#### Task material ####

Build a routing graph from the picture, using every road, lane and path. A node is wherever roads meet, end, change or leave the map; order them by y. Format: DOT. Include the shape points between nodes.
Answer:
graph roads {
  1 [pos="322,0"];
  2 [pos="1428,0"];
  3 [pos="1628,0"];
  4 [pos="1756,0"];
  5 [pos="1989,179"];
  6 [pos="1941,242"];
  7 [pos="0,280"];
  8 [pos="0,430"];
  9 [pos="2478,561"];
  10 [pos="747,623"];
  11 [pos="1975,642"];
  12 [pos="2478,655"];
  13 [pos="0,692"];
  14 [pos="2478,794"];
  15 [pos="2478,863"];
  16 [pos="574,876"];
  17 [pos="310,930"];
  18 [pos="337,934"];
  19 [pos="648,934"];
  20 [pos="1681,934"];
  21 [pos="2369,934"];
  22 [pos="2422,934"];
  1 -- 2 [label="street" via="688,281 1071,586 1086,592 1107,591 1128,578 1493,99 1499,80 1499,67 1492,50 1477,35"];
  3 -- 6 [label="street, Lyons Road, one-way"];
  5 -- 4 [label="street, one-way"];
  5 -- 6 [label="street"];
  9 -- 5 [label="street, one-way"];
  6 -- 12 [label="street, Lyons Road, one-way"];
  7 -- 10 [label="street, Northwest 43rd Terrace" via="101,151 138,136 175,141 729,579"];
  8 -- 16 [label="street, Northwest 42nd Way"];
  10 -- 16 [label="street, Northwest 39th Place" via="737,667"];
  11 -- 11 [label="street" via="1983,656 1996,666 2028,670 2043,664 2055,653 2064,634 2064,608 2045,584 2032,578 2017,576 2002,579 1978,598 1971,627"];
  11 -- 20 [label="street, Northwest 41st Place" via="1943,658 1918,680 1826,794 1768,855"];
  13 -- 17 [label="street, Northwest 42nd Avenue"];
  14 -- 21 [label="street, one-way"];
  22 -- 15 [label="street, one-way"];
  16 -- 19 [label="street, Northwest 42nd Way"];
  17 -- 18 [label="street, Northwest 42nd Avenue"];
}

####

Working through the entries above, copy every line in which "graph" is found.

Build a routing graph from the picture, using every road, lane and path. A node is wherever roads meet, end, change or leave the map; order them by y. Format: DOT. Include the shape points between nodes.
graph roads {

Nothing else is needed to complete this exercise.